» **Exercise material**:
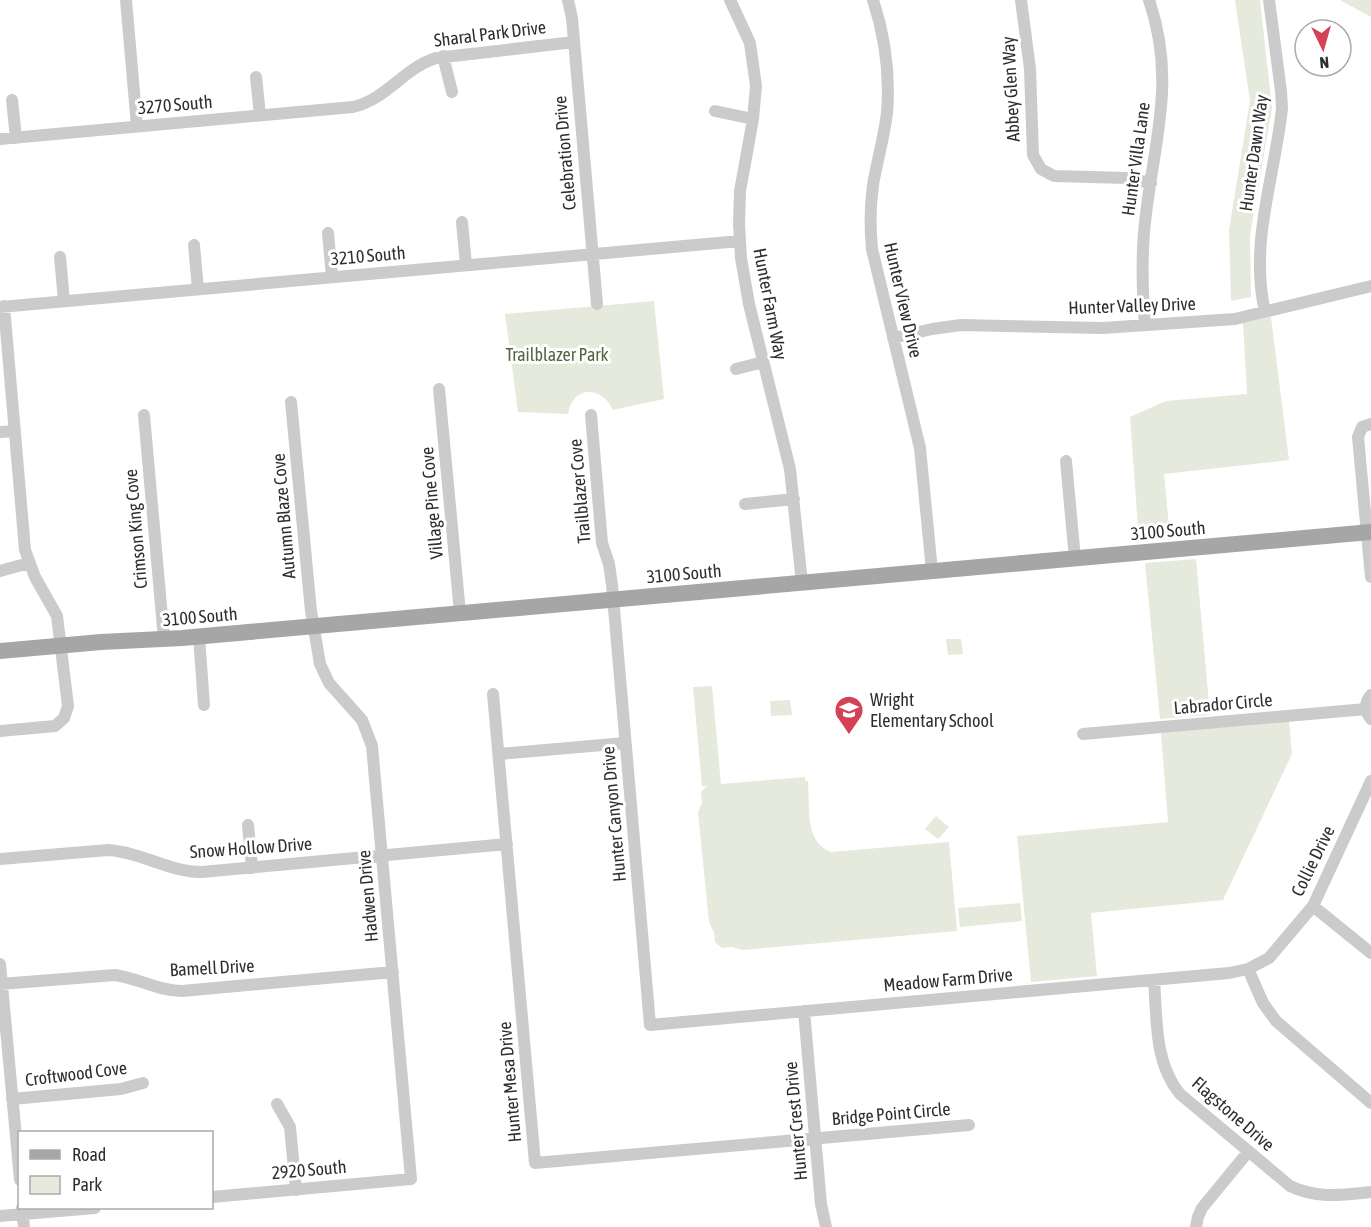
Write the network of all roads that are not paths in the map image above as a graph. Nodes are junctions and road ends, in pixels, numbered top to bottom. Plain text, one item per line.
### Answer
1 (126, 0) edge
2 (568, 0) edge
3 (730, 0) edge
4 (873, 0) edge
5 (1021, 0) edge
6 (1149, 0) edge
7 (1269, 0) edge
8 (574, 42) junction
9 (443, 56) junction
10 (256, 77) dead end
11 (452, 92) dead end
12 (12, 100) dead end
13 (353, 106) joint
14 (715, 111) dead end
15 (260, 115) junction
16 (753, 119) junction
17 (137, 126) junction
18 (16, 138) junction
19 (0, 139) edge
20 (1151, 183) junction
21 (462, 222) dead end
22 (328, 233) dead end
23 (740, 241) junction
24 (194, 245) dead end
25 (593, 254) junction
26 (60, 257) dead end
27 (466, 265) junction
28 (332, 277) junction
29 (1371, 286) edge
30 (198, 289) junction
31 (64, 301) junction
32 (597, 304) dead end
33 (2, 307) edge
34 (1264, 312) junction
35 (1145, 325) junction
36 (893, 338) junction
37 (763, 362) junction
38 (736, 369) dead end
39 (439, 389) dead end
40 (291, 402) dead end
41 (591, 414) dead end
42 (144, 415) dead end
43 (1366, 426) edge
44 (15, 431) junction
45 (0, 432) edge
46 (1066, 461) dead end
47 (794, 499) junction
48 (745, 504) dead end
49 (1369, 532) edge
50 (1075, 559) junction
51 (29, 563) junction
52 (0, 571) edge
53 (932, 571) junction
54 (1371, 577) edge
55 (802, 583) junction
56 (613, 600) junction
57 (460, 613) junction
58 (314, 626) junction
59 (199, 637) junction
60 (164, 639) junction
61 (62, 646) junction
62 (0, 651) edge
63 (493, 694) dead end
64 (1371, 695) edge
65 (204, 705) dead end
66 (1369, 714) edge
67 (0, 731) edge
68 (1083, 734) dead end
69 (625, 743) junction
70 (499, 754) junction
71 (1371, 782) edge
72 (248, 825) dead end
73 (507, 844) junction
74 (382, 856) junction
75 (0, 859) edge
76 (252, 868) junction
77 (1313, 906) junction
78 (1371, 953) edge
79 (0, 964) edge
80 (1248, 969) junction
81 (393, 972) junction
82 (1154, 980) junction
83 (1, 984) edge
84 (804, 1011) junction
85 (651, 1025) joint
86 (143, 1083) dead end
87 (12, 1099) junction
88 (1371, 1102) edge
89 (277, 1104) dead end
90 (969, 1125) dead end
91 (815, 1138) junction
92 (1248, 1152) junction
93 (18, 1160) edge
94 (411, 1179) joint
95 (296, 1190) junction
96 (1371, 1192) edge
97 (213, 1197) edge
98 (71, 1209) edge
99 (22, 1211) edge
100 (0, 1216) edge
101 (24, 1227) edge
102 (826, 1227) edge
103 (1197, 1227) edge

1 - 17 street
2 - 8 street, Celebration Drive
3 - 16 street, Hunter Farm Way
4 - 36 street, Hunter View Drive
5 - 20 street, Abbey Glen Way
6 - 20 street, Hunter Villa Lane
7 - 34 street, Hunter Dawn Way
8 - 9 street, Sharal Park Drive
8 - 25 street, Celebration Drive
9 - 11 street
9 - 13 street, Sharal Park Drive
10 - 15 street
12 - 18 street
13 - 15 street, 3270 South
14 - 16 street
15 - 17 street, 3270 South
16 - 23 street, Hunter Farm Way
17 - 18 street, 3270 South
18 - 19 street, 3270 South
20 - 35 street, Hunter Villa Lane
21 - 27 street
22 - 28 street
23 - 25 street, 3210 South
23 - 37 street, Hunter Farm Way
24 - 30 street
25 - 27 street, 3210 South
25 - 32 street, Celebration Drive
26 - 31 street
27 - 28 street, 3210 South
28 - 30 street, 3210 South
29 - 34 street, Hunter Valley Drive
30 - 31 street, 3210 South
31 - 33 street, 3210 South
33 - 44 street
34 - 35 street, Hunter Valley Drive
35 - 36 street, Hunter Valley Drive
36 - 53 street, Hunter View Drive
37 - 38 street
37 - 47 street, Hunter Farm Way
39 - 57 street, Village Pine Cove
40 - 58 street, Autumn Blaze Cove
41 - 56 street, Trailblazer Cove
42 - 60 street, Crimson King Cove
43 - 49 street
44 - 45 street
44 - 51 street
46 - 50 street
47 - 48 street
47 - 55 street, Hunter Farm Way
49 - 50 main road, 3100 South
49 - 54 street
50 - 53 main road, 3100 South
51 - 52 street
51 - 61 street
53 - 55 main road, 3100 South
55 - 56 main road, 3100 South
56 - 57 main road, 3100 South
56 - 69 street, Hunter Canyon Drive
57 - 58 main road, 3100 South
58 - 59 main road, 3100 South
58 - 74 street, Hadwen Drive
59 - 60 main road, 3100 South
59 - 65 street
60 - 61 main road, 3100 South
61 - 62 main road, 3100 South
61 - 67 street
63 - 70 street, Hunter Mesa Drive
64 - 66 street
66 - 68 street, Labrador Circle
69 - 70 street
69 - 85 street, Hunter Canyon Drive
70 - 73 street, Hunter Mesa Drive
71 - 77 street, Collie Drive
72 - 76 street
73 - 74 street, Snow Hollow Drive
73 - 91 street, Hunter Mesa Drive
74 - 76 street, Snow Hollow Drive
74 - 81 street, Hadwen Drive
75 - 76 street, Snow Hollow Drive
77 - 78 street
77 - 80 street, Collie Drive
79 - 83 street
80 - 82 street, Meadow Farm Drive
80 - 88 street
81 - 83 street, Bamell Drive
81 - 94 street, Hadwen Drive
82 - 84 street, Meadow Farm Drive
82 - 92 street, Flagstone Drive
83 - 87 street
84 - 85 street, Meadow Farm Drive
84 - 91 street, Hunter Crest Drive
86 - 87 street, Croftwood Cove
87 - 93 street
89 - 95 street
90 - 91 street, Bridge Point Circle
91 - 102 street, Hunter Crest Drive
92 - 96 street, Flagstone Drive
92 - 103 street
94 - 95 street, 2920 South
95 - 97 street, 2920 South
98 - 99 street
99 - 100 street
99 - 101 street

» **Exercise requirements**:
When a line in the data contains the string "Park", copy that line.

» **Reply**:
8 - 9 street, Sharal Park Drive
9 - 13 street, Sharal Park Drive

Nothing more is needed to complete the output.